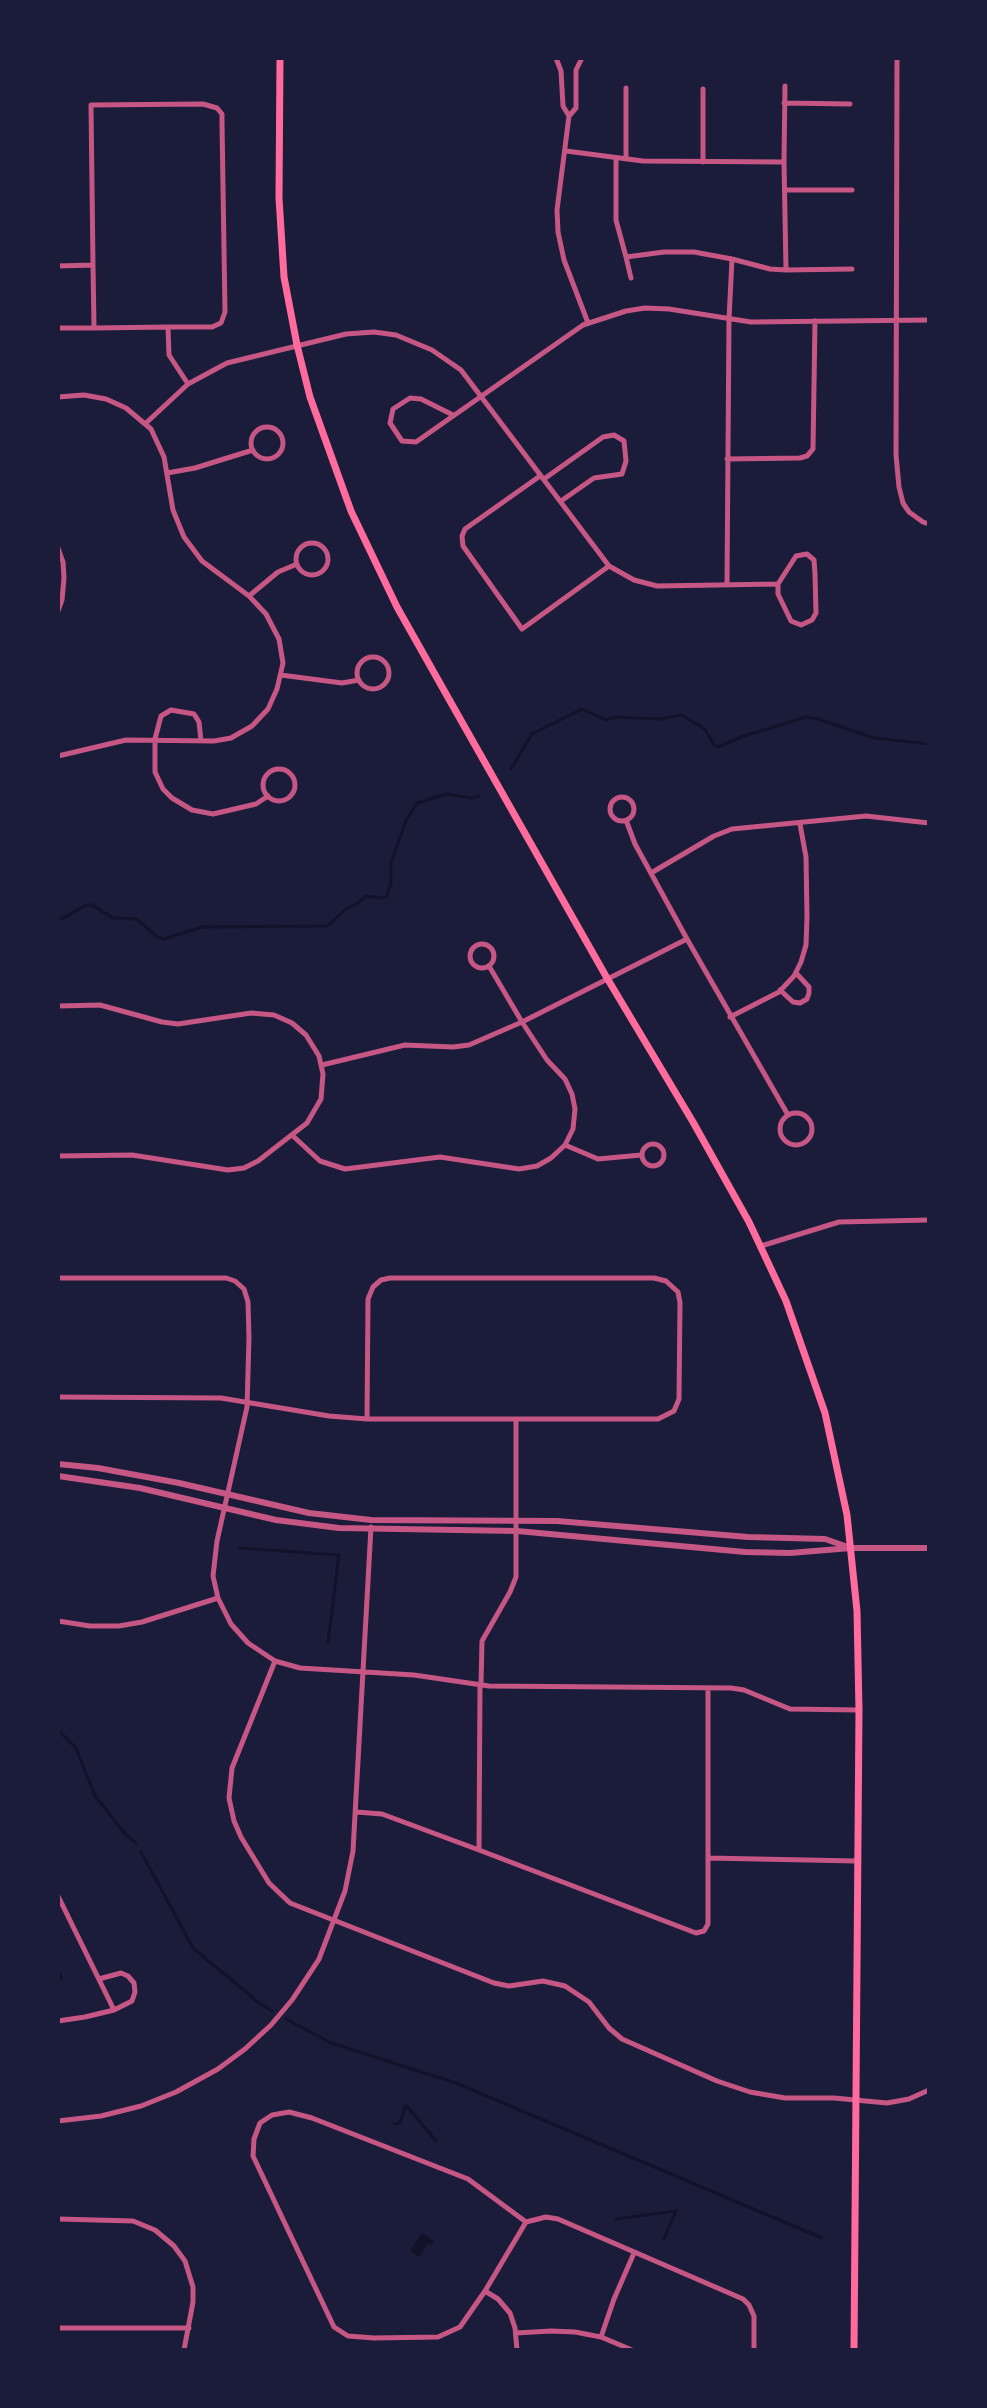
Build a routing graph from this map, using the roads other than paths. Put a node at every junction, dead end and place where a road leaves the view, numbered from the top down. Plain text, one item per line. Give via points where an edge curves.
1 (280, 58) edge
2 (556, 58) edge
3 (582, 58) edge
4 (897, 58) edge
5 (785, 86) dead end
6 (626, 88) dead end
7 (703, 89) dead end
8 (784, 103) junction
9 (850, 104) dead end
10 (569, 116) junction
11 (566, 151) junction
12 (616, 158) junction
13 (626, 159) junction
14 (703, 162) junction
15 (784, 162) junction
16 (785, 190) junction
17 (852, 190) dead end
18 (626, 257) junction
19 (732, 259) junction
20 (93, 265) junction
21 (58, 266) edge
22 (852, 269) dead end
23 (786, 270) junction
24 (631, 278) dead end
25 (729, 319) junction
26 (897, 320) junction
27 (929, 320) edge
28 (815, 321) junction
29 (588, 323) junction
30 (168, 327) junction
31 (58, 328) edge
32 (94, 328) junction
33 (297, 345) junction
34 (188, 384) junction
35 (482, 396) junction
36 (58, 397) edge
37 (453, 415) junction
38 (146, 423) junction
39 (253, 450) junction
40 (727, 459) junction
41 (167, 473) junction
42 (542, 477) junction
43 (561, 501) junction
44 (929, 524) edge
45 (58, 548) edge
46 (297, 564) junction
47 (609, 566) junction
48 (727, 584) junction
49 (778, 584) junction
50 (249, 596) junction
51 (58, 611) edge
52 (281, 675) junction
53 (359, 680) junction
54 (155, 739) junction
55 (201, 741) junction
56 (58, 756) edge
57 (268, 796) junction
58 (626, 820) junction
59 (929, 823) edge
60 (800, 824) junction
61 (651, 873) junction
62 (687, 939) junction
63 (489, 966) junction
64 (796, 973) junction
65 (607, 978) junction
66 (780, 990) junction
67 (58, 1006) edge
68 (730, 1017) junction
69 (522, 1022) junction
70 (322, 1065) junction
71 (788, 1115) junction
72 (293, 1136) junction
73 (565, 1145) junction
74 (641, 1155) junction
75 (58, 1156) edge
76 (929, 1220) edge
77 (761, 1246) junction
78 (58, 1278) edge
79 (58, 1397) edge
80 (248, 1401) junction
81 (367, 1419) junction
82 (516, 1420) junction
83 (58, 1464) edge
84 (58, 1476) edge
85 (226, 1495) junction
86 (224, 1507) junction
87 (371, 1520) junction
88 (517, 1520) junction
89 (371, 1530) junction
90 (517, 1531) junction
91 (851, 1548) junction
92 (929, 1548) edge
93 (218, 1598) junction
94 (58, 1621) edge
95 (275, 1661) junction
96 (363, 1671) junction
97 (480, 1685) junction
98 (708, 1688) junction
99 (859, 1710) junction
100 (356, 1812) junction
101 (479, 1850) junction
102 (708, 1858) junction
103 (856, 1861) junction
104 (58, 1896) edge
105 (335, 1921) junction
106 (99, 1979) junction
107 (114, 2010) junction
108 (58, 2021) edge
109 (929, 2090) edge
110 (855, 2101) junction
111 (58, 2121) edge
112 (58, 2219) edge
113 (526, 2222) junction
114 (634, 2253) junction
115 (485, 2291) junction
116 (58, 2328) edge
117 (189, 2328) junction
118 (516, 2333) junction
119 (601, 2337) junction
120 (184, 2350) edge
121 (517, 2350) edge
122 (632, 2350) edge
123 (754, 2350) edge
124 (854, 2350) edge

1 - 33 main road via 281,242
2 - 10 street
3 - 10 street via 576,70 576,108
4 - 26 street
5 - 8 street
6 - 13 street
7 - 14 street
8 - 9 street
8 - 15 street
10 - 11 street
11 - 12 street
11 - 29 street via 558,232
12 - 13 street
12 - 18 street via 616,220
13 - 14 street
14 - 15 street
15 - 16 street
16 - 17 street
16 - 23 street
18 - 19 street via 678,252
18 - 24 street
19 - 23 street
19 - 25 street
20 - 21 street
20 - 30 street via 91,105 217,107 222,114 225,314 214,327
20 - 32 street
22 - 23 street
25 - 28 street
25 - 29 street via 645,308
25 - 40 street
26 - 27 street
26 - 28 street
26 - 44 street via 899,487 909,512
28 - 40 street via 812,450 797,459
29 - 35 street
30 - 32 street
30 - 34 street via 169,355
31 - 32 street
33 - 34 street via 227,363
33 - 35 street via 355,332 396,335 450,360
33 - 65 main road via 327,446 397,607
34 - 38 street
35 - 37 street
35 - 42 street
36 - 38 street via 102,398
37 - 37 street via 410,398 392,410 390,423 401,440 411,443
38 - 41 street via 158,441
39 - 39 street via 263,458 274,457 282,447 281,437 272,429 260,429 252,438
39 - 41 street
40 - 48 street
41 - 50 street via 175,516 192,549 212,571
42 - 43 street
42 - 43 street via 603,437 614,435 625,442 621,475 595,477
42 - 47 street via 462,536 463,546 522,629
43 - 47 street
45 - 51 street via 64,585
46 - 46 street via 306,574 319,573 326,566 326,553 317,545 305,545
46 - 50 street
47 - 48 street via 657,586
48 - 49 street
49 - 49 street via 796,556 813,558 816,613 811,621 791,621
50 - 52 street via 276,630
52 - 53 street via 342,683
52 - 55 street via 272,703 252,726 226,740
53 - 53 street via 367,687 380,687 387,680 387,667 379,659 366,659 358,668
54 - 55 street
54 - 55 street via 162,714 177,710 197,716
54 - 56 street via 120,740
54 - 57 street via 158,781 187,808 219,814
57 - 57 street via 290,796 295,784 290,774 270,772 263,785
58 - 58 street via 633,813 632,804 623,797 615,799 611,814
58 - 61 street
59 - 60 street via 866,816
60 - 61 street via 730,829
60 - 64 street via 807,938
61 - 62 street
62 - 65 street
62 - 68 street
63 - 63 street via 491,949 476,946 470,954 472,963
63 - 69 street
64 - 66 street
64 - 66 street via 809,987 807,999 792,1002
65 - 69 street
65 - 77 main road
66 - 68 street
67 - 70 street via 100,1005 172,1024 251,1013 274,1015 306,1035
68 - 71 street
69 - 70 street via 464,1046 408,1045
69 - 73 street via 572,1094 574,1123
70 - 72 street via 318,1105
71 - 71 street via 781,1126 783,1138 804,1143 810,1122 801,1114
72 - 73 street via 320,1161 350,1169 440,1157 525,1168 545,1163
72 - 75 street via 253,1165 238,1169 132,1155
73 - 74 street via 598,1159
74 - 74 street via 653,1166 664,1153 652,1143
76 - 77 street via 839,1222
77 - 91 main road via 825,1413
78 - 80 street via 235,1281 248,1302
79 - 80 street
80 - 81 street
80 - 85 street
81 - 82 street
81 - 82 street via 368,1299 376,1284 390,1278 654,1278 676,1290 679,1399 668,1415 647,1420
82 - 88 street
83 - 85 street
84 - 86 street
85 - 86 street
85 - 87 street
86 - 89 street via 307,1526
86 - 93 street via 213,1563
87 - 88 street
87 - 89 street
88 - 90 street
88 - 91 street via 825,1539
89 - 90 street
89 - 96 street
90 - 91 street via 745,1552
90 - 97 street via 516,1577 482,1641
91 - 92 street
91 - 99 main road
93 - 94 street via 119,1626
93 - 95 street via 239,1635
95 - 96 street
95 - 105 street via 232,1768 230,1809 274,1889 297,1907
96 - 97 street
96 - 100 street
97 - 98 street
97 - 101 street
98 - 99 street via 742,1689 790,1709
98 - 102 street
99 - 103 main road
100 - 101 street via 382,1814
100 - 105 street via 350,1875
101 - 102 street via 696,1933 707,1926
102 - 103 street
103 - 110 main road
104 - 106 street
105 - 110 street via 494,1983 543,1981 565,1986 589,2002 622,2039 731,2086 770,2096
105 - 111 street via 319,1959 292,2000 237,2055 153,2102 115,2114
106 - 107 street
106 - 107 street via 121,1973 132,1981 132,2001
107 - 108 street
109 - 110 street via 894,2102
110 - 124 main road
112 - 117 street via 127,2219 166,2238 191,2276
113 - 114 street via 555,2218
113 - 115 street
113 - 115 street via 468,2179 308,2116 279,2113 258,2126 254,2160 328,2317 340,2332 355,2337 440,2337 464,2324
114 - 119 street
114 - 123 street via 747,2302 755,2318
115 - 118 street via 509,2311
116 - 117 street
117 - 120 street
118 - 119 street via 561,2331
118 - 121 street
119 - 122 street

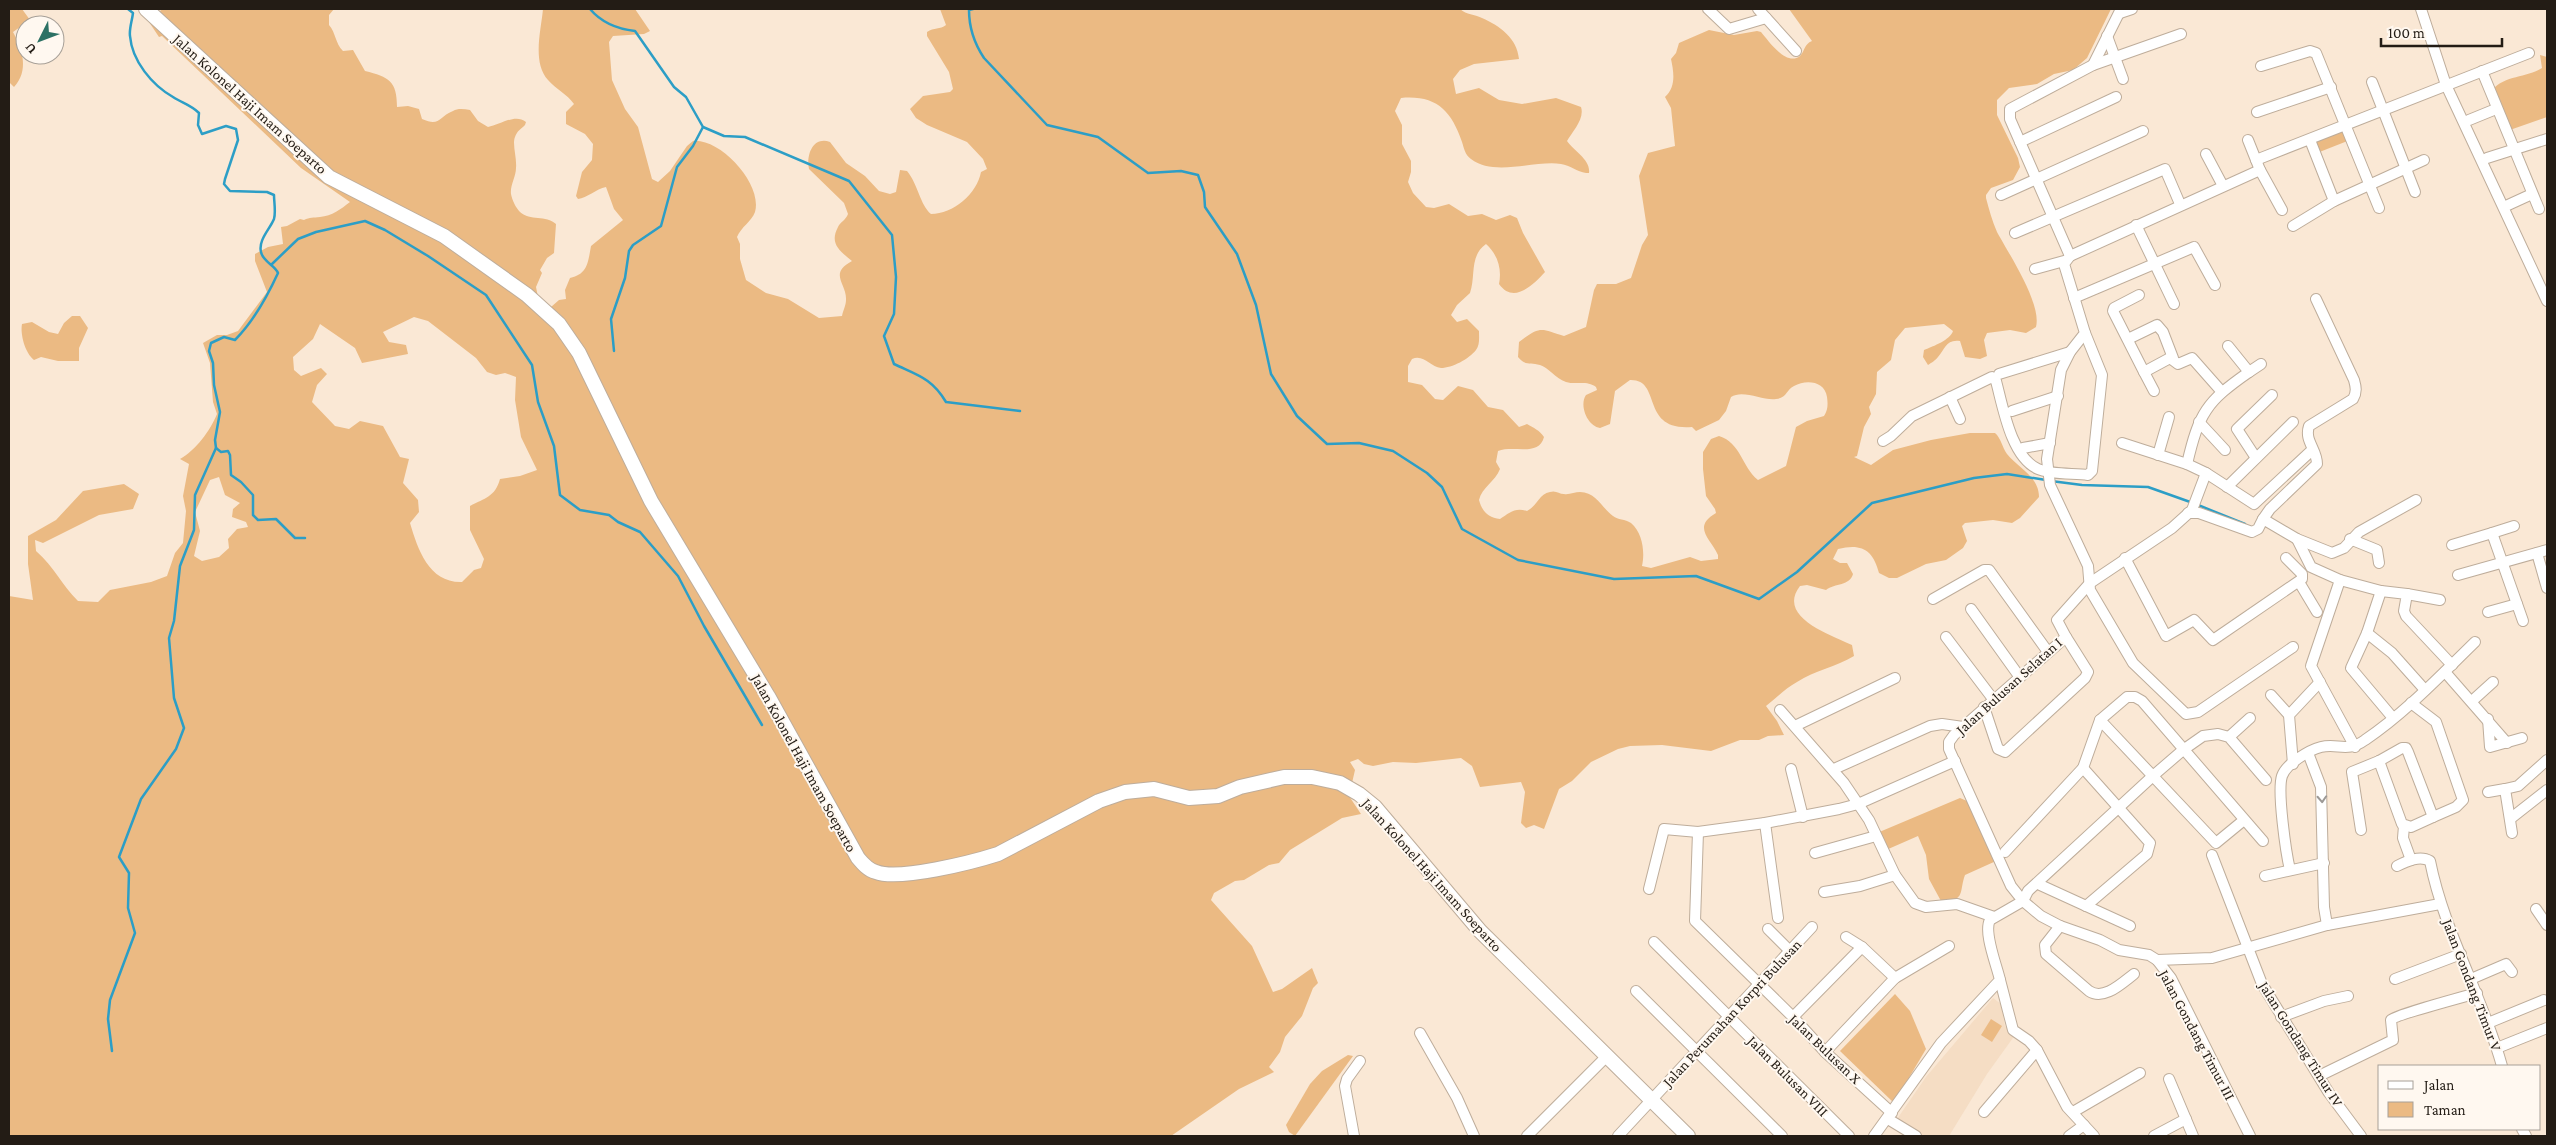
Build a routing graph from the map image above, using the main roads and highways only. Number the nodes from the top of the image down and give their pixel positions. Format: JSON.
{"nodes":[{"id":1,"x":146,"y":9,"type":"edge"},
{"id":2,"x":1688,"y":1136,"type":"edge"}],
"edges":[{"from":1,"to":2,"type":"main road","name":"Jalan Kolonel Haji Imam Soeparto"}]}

Directions for this task | When you find a line in the records that contains the word "using", copy it.

Response |
Build a routing graph from this map, using the roads other than paths. Put a node at every junction, dead end and place where a road leaves the view, numbered from the top down. Plain text, one item per line. Give via points where an edge curves.
Build a routing graph from the map image above, using the main roads and highways only. Number the nodes from the top of the image down and give their pixel positions. Format: JSON.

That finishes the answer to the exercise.